Where New Money Honey hadn't raced since her Breeders' Cup triumph, La Coronel was able to get some fitness under her belt heading into the Appalachian. She ran second by a neck during her seasonal bow in the March 11 Florida Oaks (G3T) at Tampa Bay Downs.

Geroux took some heat for his ride on La Coronel in that outing, but the reinsman was on point in his handling of the 7-2 second choice in the Appalachian. He also won the race last year aboard Catch a Glimpse.

Breaking from post 2, Geroux rated his filly off the rail in third as 77-1 longshot Like a Hurricane took the field through an opening quarter in :23.89 and a half in :49.13 on the firm turf. With a quarter mile to run, Rusty Arnold trainee Morticia ranged up from her stalking position and took a brief lead in midstretch, but the advantage was short lived once La Coronel found room between that one and the tiring pacesetter.

With nothing but daylight between her and the wire, La Coronel flaunted the same kick that drove her to a handy victory in the JPMorgan Chase Jessamine Stakes (G3T) over the Keeneland course in October, hitting the line in 1:37.12.

"I'm thrilled, I'm in orbit right now," said Oxley, who earned a Keeneland Tray in recognition of his eighth graded stakes win at the track and also has reigning juvenile champion Classic Empire  set to run in the Arkansas Derby (G1) April 15. "It was a great ride and this filly is just exceptional. I've been running here at Keeneland since the 1970s and I never thought about even getting to this point to win the tray. It's just an honor."

Morticia ran a big race after sitting second off the early fractions to hold for runner-up honors, edging Proctor's Ledge by a head. Graded stakes winner Dream Dancing, who is also owned by Oxley and trained by Casse, ran on to get fourth with Bellavais fifth and New Money Honey never finding her rhythm as she came home sixth.

"I am disappointed. She had been training so well," said Chad Brown, trainer of New Money Honey. "We'll bring her back to Belmont Park and race her there on a course we know she likes. I can't use the layoff as an excuse because she had been training so well and our team is so good at getting them ready. (Jockey Javier Castellano) just didn't have any horse turning for home."

La Coronel paid $9.40, $5.20, and $3.60 across the board.
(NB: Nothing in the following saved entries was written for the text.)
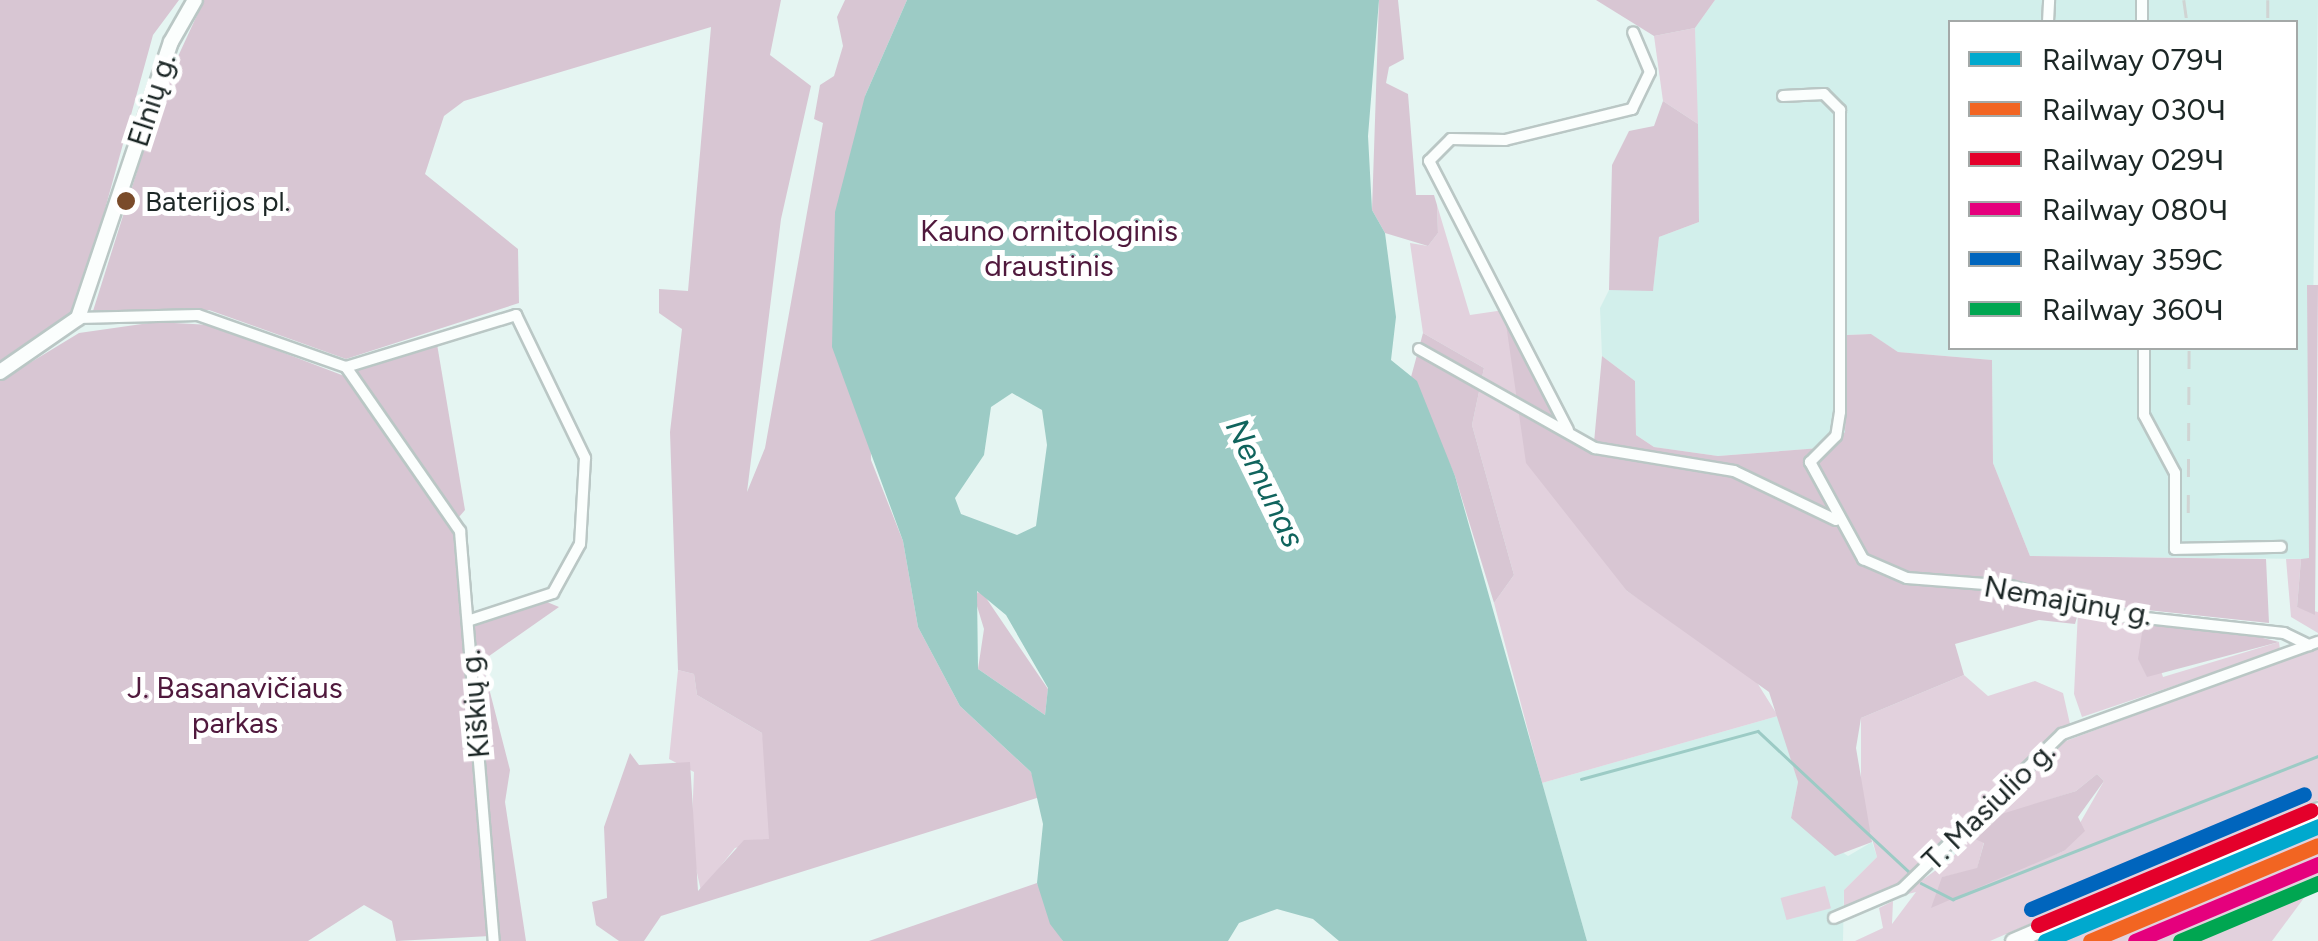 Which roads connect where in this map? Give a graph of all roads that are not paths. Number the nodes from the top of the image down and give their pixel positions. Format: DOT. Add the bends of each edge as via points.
graph roads {
  1 [pos="195,0"];
  2 [pos="1633,32"];
  3 [pos="1784,96"];
  4 [pos="78,318"];
  5 [pos="1419,349"];
  6 [pos="2144,350"];
  7 [pos="346,367"];
  8 [pos="0,372"];
  9 [pos="1568,430"];
  10 [pos="1836,520"];
  11 [pos="2282,547"];
  12 [pos="468,621"];
  13 [pos="2314,643"];
  14 [pos="2318,810"];
  15 [pos="1834,918"];
  16 [pos="494,941"];
  17 [pos="2013,941"];
  1 -- 4 [label="street, Elnių g." via="171,42"];
  2 -- 9 [label="street" via="1650,72 1632,109 1506,140 1451,139 1429,160"];
  3 -- 10 [label="street" via="1824,94 1840,110 1840,412 1836,436 1810,462"];
  4 -- 7 [label="street" via="198,315"];
  4 -- 8 [label="street"];
  5 -- 9 [label="street, Nemajūnų g."];
  6 -- 11 [label="street" via="2144,415 2175,473 2175,549"];
  7 -- 12 [label="street" via="456,519"];
  7 -- 12 [label="street, Kiškių g." via="516,315 588,468 580,544 553,592"];
  9 -- 10 [label="street, Nemajūnų g." via="1620,456 1746,475"];
  10 -- 13 [label="street, Nemajūnų g." via="1863,559 1886,574 2011,586 2109,614 2284,633"];
  12 -- 16 [label="street, Kiškių g."];
  13 -- 15 [label="street, T. Masiulio g." via="2062,734 1902,889"];
  14 -- 17 [label="main road"];
}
G. Watts Humphrey Jr.'s Morticia, sent off at 34-1, paid $28.40 to place and $13.80 to show in her graded stakes debut. Patricia Moseley's Proctor's Ledge returned $8 to show in her stakes debut.

Bred in Kentucky by Kim Nardelli, Rodney Nardelli, Susan Bunning, and A. Jaffreys and B. Jaffreys, La Coronel improved her record to three wins from seven starts, though her first two losses came on dirt. Having solidified Casse's belief that she has what it takes to be the best turf female of her class, La Coronel could face males next time out.

"I'm thinking about it. You may see her run at Churchill (in the grade 2 American Turf May 6)," Casse said. "We've been known to take on the colts before so we may do that."